= Beginning of Section =
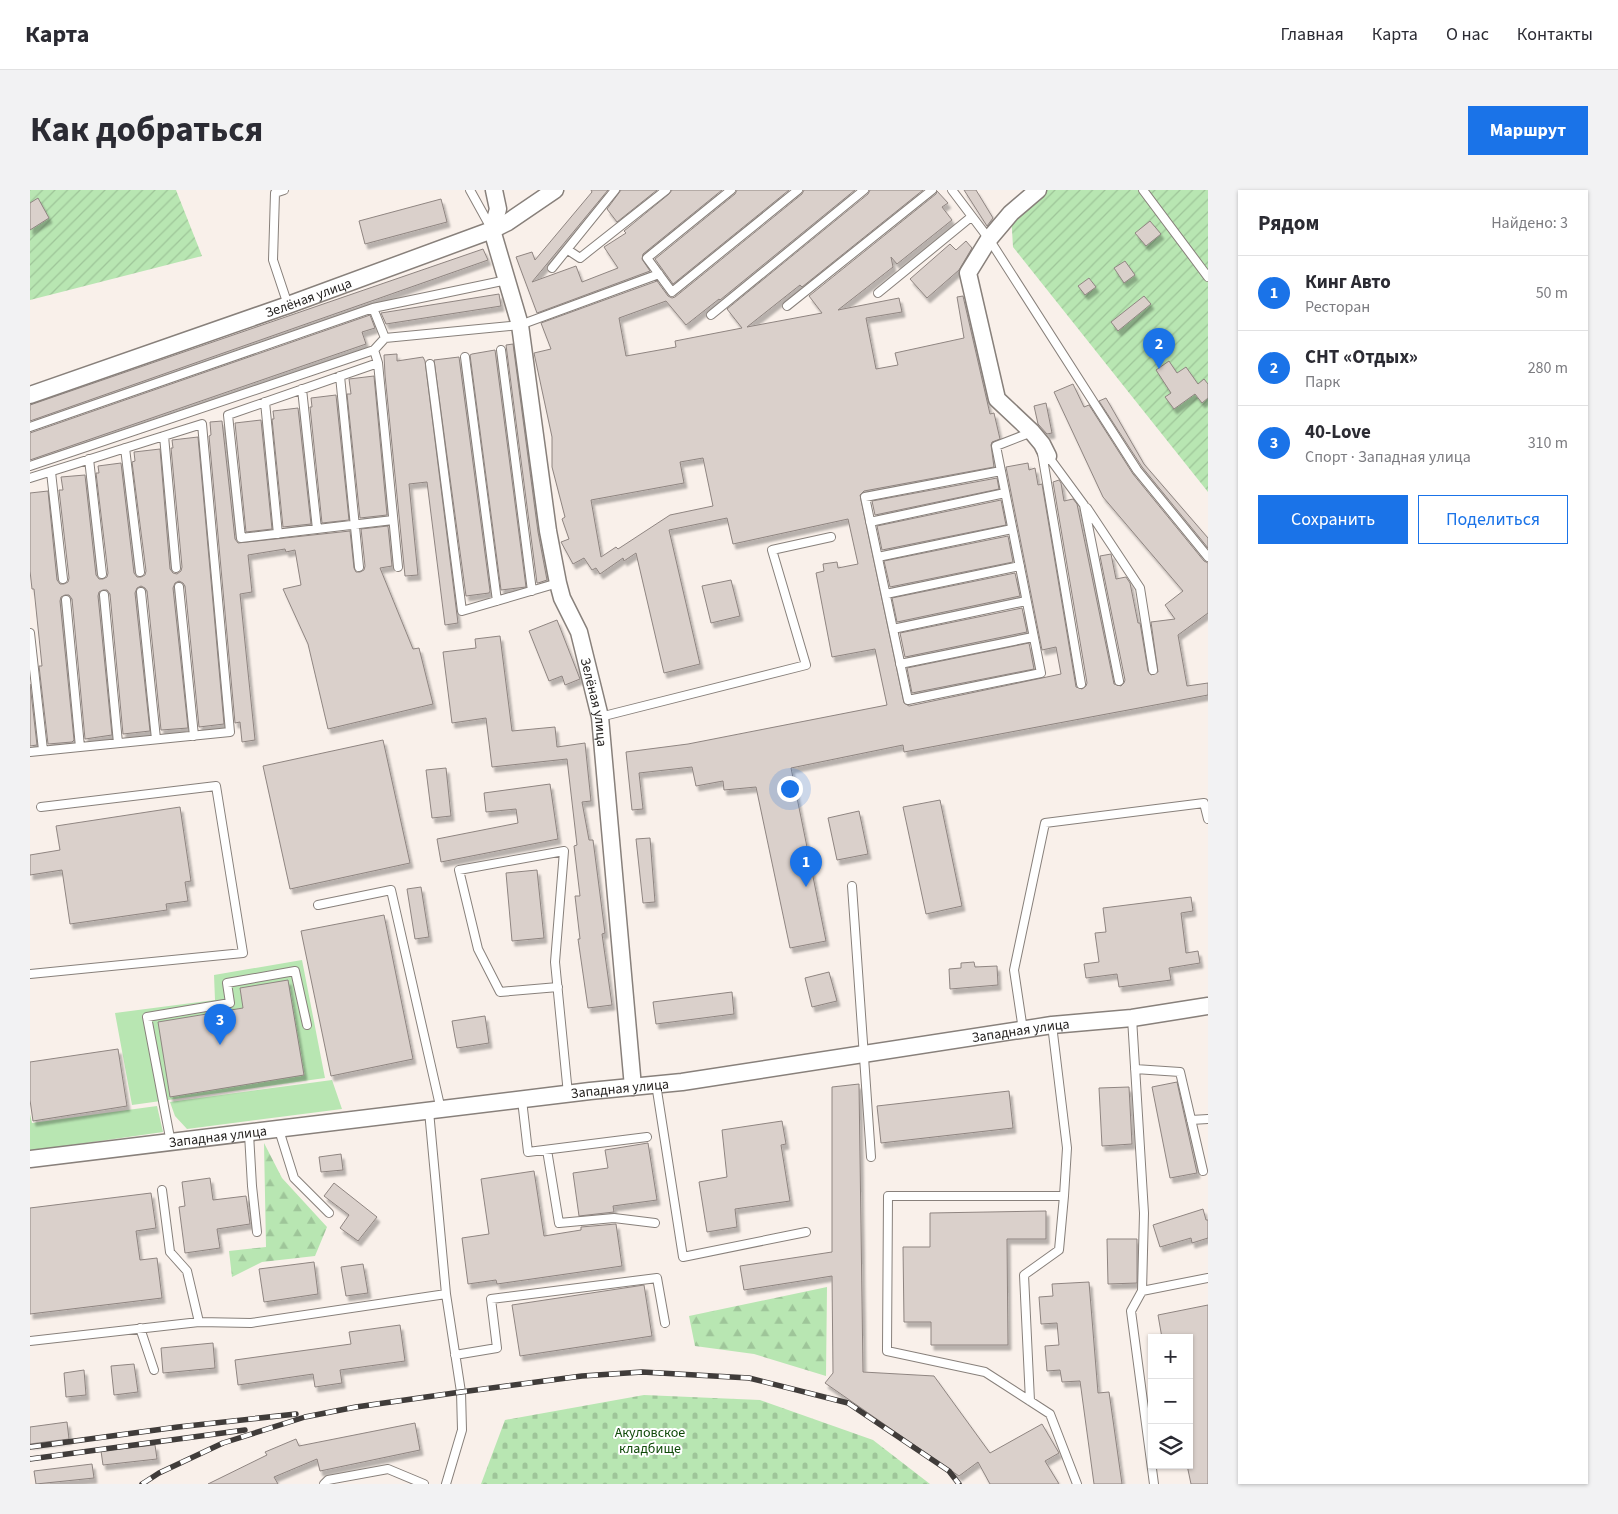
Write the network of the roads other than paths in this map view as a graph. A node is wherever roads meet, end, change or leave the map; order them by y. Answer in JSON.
{"nodes":[{"id":1,"x":284,"y":190,"type":"edge"},
{"id":2,"x":470,"y":190,"type":"edge"},
{"id":3,"x":494,"y":190,"type":"edge"},
{"id":4,"x":555,"y":190,"type":"edge"},
{"id":5,"x":615,"y":190,"type":"edge"},
{"id":6,"x":666,"y":190,"type":"edge"},
{"id":7,"x":731,"y":190,"type":"edge"},
{"id":8,"x":798,"y":190,"type":"edge"},
{"id":9,"x":864,"y":190,"type":"edge"},
{"id":10,"x":932,"y":190,"type":"edge"},
{"id":11,"x":952,"y":190,"type":"edge"},
{"id":12,"x":1038,"y":190,"type":"edge"},
{"id":13,"x":1143,"y":190,"type":"edge"},
{"id":14,"x":971,"y":217,"type":"junction"},
{"id":15,"x":492,"y":230,"type":"junction"},
{"id":16,"x":989,"y":240,"type":"junction"},
{"id":17,"x":568,"y":250,"type":"junction"},
{"id":18,"x":552,"y":268,"type":"dead end"},
{"id":19,"x":659,"y":274,"type":"junction"},
{"id":20,"x":1208,"y":277,"type":"edge"},
{"id":21,"x":507,"y":280,"type":"junction"},
{"id":22,"x":878,"y":293,"type":"dead end"},
{"id":23,"x":288,"y":305,"type":"junction"},
{"id":24,"x":787,"y":306,"type":"dead end"},
{"id":25,"x":373,"y":308,"type":"junction"},
{"id":26,"x":711,"y":315,"type":"dead end"},
{"id":27,"x":520,"y":325,"type":"junction"},
{"id":28,"x":385,"y":338,"type":"junction"},
{"id":29,"x":374,"y":350,"type":"junction"},
{"id":30,"x":501,"y":350,"type":"dead end"},
{"id":31,"x":465,"y":357,"type":"dead end"},
{"id":32,"x":378,"y":363,"type":"junction"},
{"id":33,"x":430,"y":364,"type":"dead end"},
{"id":34,"x":340,"y":376,"type":"junction"},
{"id":35,"x":302,"y":389,"type":"junction"},
{"id":36,"x":30,"y":395,"type":"edge"},
{"id":37,"x":265,"y":402,"type":"junction"},
{"id":38,"x":30,"y":427,"type":"edge"},
{"id":39,"x":164,"y":436,"type":"junction"},
{"id":40,"x":1036,"y":437,"type":"junction"},
{"id":41,"x":125,"y":448,"type":"junction"},
{"id":42,"x":1048,"y":456,"type":"joint"},
{"id":43,"x":89,"y":460,"type":"junction"},
{"id":44,"x":30,"y":466,"type":"edge"},
{"id":45,"x":1001,"y":471,"type":"junction"},
{"id":46,"x":51,"y":472,"type":"junction"},
{"id":47,"x":30,"y":478,"type":"edge"},
{"id":48,"x":1005,"y":493,"type":"junction"},
{"id":49,"x":1084,"y":505,"type":"junction"},
{"id":50,"x":393,"y":520,"type":"junction"},
{"id":51,"x":870,"y":522,"type":"junction"},
{"id":52,"x":355,"y":524,"type":"junction"},
{"id":53,"x":317,"y":529,"type":"junction"},
{"id":54,"x":1012,"y":529,"type":"junction"},
{"id":55,"x":278,"y":534,"type":"junction"},
{"id":56,"x":830,"y":537,"type":"dead end"},
{"id":57,"x":878,"y":557,"type":"junction"},
{"id":58,"x":1208,"y":558,"type":"edge"},
{"id":59,"x":1020,"y":566,"type":"junction"},
{"id":60,"x":359,"y":567,"type":"dead end"},
{"id":61,"x":398,"y":567,"type":"dead end"},
{"id":62,"x":176,"y":568,"type":"dead end"},
{"id":63,"x":140,"y":572,"type":"dead end"},
{"id":64,"x":102,"y":574,"type":"dead end"},
{"id":65,"x":62,"y":579,"type":"dead end"},
{"id":66,"x":558,"y":583,"type":"junction"},
{"id":67,"x":178,"y":587,"type":"dead end"},
{"id":68,"x":532,"y":591,"type":"junction"},
{"id":69,"x":141,"y":592,"type":"dead end"},
{"id":70,"x":886,"y":594,"type":"junction"},
{"id":71,"x":104,"y":595,"type":"dead end"},
{"id":72,"x":66,"y":600,"type":"dead end"},
{"id":73,"x":497,"y":601,"type":"junction"},
{"id":74,"x":1026,"y":601,"type":"junction"},
{"id":75,"x":893,"y":629,"type":"junction"},
{"id":76,"x":30,"y":633,"type":"edge"},
{"id":77,"x":1033,"y":637,"type":"junction"},
{"id":78,"x":900,"y":664,"type":"junction"},
{"id":79,"x":1153,"y":670,"type":"dead end"},
{"id":80,"x":1119,"y":681,"type":"dead end"},
{"id":81,"x":1081,"y":684,"type":"dead end"},
{"id":82,"x":600,"y":717,"type":"junction"},
{"id":83,"x":194,"y":736,"type":"junction"},
{"id":84,"x":156,"y":739,"type":"junction"},
{"id":85,"x":118,"y":743,"type":"junction"},
{"id":86,"x":80,"y":747,"type":"junction"},
{"id":87,"x":43,"y":750,"type":"junction"},
{"id":88,"x":30,"y":752,"type":"edge"},
{"id":89,"x":41,"y":808,"type":"dead end"},
{"id":90,"x":1208,"y":819,"type":"edge"},
{"id":91,"x":852,"y":886,"type":"dead end"},
{"id":92,"x":318,"y":905,"type":"dead end"},
{"id":93,"x":30,"y":974,"type":"edge"},
{"id":94,"x":558,"y":987,"type":"junction"},
{"id":95,"x":1208,"y":1006,"type":"edge"},
{"id":96,"x":1132,"y":1018,"type":"junction"},
{"id":97,"x":306,"y":1025,"type":"dead end"},
{"id":98,"x":1052,"y":1026,"type":"junction"},
{"id":99,"x":1023,"y":1030,"type":"junction"},
{"id":100,"x":864,"y":1054,"type":"junction"},
{"id":101,"x":1135,"y":1069,"type":"junction"},
{"id":102,"x":656,"y":1084,"type":"junction"},
{"id":103,"x":633,"y":1087,"type":"junction"},
{"id":104,"x":568,"y":1094,"type":"junction"},
{"id":105,"x":522,"y":1100,"type":"junction"},
{"id":106,"x":435,"y":1111,"type":"junction"},
{"id":107,"x":1208,"y":1119,"type":"edge"},
{"id":108,"x":1190,"y":1120,"type":"junction"},
{"id":109,"x":279,"y":1130,"type":"junction"},
{"id":110,"x":249,"y":1134,"type":"junction"},
{"id":111,"x":647,"y":1137,"type":"dead end"},
{"id":112,"x":171,"y":1143,"type":"junction"},
{"id":113,"x":547,"y":1150,"type":"junction"},
{"id":114,"x":871,"y":1157,"type":"dead end"},
{"id":115,"x":30,"y":1159,"type":"edge"},
{"id":116,"x":1202,"y":1171,"type":"dead end"},
{"id":117,"x":162,"y":1190,"type":"dead end"},
{"id":118,"x":1064,"y":1196,"type":"junction"},
{"id":119,"x":329,"y":1214,"type":"dead end"},
{"id":120,"x":655,"y":1223,"type":"dead end"},
{"id":121,"x":257,"y":1232,"type":"dead end"},
{"id":122,"x":806,"y":1232,"type":"dead end"},
{"id":123,"x":1208,"y":1278,"type":"edge"},
{"id":124,"x":1142,"y":1291,"type":"junction"},
{"id":125,"x":446,"y":1294,"type":"junction"},
{"id":126,"x":199,"y":1322,"type":"junction"},
{"id":127,"x":665,"y":1323,"type":"dead end"},
{"id":128,"x":140,"y":1328,"type":"junction"},
{"id":129,"x":30,"y":1341,"type":"edge"},
{"id":130,"x":455,"y":1355,"type":"junction"},
{"id":131,"x":154,"y":1370,"type":"dead end"},
{"id":132,"x":1030,"y":1401,"type":"junction"},
{"id":133,"x":324,"y":1484,"type":"edge"},
{"id":134,"x":424,"y":1484,"type":"edge"},
{"id":135,"x":446,"y":1484,"type":"edge"},
{"id":136,"x":1077,"y":1484,"type":"edge"},
{"id":137,"x":1154,"y":1484,"type":"edge"}],
"edges":[{"from":1,"to":23,"type":"lane"},
{"from":2,"to":15,"type":"lane"},
{"from":3,"to":15,"type":"street"},
{"from":4,"to":15,"type":"street"},
{"from":5,"to":17,"type":"lane"},
{"from":6,"to":17,"type":"lane"},
{"from":7,"to":19,"type":"lane"},
{"from":8,"to":19,"type":"lane"},
{"from":9,"to":26,"type":"lane"},
{"from":10,"to":24,"type":"lane"},
{"from":11,"to":14,"type":"lane"},
{"from":12,"to":16,"type":"street"},
{"from":13,"to":20,"type":"lane"},
{"from":14,"to":16,"type":"lane"},
{"from":14,"to":22,"type":"lane"},
{"from":15,"to":21,"type":"street","name":"Зелёная улица"},
{"from":15,"to":23,"type":"street","name":"Зелёная улица"},
{"from":16,"to":40,"type":"street"},
{"from":16,"to":58,"type":"lane"},
{"from":17,"to":18,"type":"lane"},
{"from":19,"to":27,"type":"lane"},
{"from":21,"to":25,"type":"lane"},
{"from":21,"to":27,"type":"street","name":"Зелёная улица"},
{"from":23,"to":36,"type":"street","name":"Зелёная улица"},
{"from":25,"to":28,"type":"lane"},
{"from":25,"to":38,"type":"lane"},
{"from":27,"to":28,"type":"lane"},
{"from":27,"to":66,"type":"street","name":"Зелёная улица"},
{"from":28,"to":29,"type":"lane"},
{"from":29,"to":32,"type":"lane"},
{"from":29,"to":44,"type":"lane"},
{"from":30,"to":68,"type":"lane"},
{"from":31,"to":73,"type":"lane"},
{"from":32,"to":34,"type":"lane"},
{"from":32,"to":50,"type":"lane"},
{"from":33,"to":73,"type":"lane"},
{"from":34,"to":35,"type":"lane"},
{"from":34,"to":52,"type":"lane"},
{"from":35,"to":37,"type":"lane"},
{"from":35,"to":53,"type":"lane"},
{"from":37,"to":55,"type":"lane"},
{"from":37,"to":55,"type":"lane"},
{"from":39,"to":41,"type":"lane"},
{"from":39,"to":62,"type":"lane"},
{"from":39,"to":83,"type":"lane"},
{"from":40,"to":42,"type":"street"},
{"from":40,"to":45,"type":"lane"},
{"from":40,"to":81,"type":"lane"},
{"from":41,"to":43,"type":"lane"},
{"from":41,"to":63,"type":"lane"},
{"from":42,"to":49,"type":"lane"},
{"from":43,"to":46,"type":"lane"},
{"from":43,"to":64,"type":"lane"},
{"from":45,"to":48,"type":"lane"},
{"from":45,"to":51,"type":"lane"},
{"from":46,"to":47,"type":"lane"},
{"from":46,"to":65,"type":"lane"},
{"from":48,"to":51,"type":"lane"},
{"from":48,"to":54,"type":"lane"},
{"from":49,"to":79,"type":"lane"},
{"from":49,"to":80,"type":"lane"},
{"from":50,"to":52,"type":"lane"},
{"from":50,"to":61,"type":"lane"},
{"from":51,"to":57,"type":"lane"},
{"from":52,"to":53,"type":"lane"},
{"from":52,"to":60,"type":"lane"},
{"from":53,"to":55,"type":"lane"},
{"from":54,"to":57,"type":"lane"},
{"from":54,"to":59,"type":"lane"},
{"from":56,"to":82,"type":"lane"},
{"from":57,"to":70,"type":"lane"},
{"from":59,"to":70,"type":"lane"},
{"from":59,"to":74,"type":"lane"},
{"from":66,"to":68,"type":"lane"},
{"from":66,"to":82,"type":"street","name":"Зелёная улица"},
{"from":67,"to":83,"type":"lane"},
{"from":68,"to":73,"type":"lane"},
{"from":69,"to":84,"type":"lane"},
{"from":70,"to":75,"type":"lane"},
{"from":71,"to":85,"type":"lane"},
{"from":72,"to":86,"type":"lane"},
{"from":74,"to":75,"type":"lane"},
{"from":74,"to":77,"type":"lane"},
{"from":75,"to":78,"type":"lane"},
{"from":76,"to":87,"type":"lane"},
{"from":77,"to":78,"type":"lane"},
{"from":77,"to":78,"type":"lane"},
{"from":82,"to":103,"type":"street","name":"Зелёная улица"},
{"from":83,"to":84,"type":"lane"},
{"from":84,"to":85,"type":"lane"},
{"from":85,"to":86,"type":"lane"},
{"from":86,"to":87,"type":"lane"},
{"from":87,"to":88,"type":"lane"},
{"from":89,"to":93,"type":"lane"},
{"from":90,"to":99,"type":"lane"},
{"from":91,"to":100,"type":"lane"},
{"from":92,"to":106,"type":"lane"},
{"from":94,"to":94,"type":"lane"},
{"from":94,"to":104,"type":"lane"},
{"from":95,"to":96,"type":"street","name":"Западная улица"},
{"from":96,"to":98,"type":"street","name":"Западная улица"},
{"from":96,"to":101,"type":"lane"},
{"from":97,"to":112,"type":"lane"},
{"from":98,"to":99,"type":"street","name":"Западная улица"},
{"from":98,"to":118,"type":"lane"},
{"from":99,"to":100,"type":"street","name":"Западная улица"},
{"from":100,"to":102,"type":"street","name":"Западная улица"},
{"from":100,"to":114,"type":"lane"},
{"from":101,"to":108,"type":"lane"},
{"from":101,"to":124,"type":"lane"},
{"from":102,"to":103,"type":"street","name":"Западная улица"},
{"from":102,"to":122,"type":"lane"},
{"from":103,"to":104,"type":"street","name":"Западная улица"},
{"from":104,"to":105,"type":"street","name":"Западная улица"},
{"from":105,"to":106,"type":"street","name":"Западная улица"},
{"from":105,"to":113,"type":"lane"},
{"from":106,"to":109,"type":"street","name":"Западная улица"},
{"from":106,"to":125,"type":"lane"},
{"from":107,"to":108,"type":"lane"},
{"from":108,"to":116,"type":"lane"},
{"from":109,"to":110,"type":"street","name":"Западная улица"},
{"from":109,"to":119,"type":"lane"},
{"from":110,"to":112,"type":"street","name":"Западная улица"},
{"from":110,"to":121,"type":"lane"},
{"from":111,"to":113,"type":"lane"},
{"from":112,"to":115,"type":"street","name":"Западная улица"},
{"from":113,"to":120,"type":"lane"},
{"from":117,"to":126,"type":"lane"},
{"from":118,"to":132,"type":"lane"},
{"from":118,"to":132,"type":"lane"},
{"from":123,"to":124,"type":"lane"},
{"from":124,"to":137,"type":"lane"},
{"from":125,"to":126,"type":"lane"},
{"from":125,"to":130,"type":"lane"},
{"from":126,"to":128,"type":"lane"},
{"from":127,"to":130,"type":"lane"},
{"from":128,"to":129,"type":"lane"},
{"from":128,"to":131,"type":"lane"},
{"from":130,"to":135,"type":"lane"},
{"from":132,"to":136,"type":"lane"},
{"from":133,"to":134,"type":"lane"}]}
= End of Section =
Task item » All lines of the material that contain the string "Зелёная" are to be copied.

Result below »
{"from":15,"to":21,"type":"street","name":"Зелёная улица"},
{"from":15,"to":23,"type":"street","name":"Зелёная улица"},
{"from":21,"to":27,"type":"street","name":"Зелёная улица"},
{"from":23,"to":36,"type":"street","name":"Зелёная улица"},
{"from":27,"to":66,"type":"street","name":"Зелёная улица"},
{"from":66,"to":82,"type":"street","name":"Зелёная улица"},
{"from":82,"to":103,"type":"street","name":"Зелёная улица"},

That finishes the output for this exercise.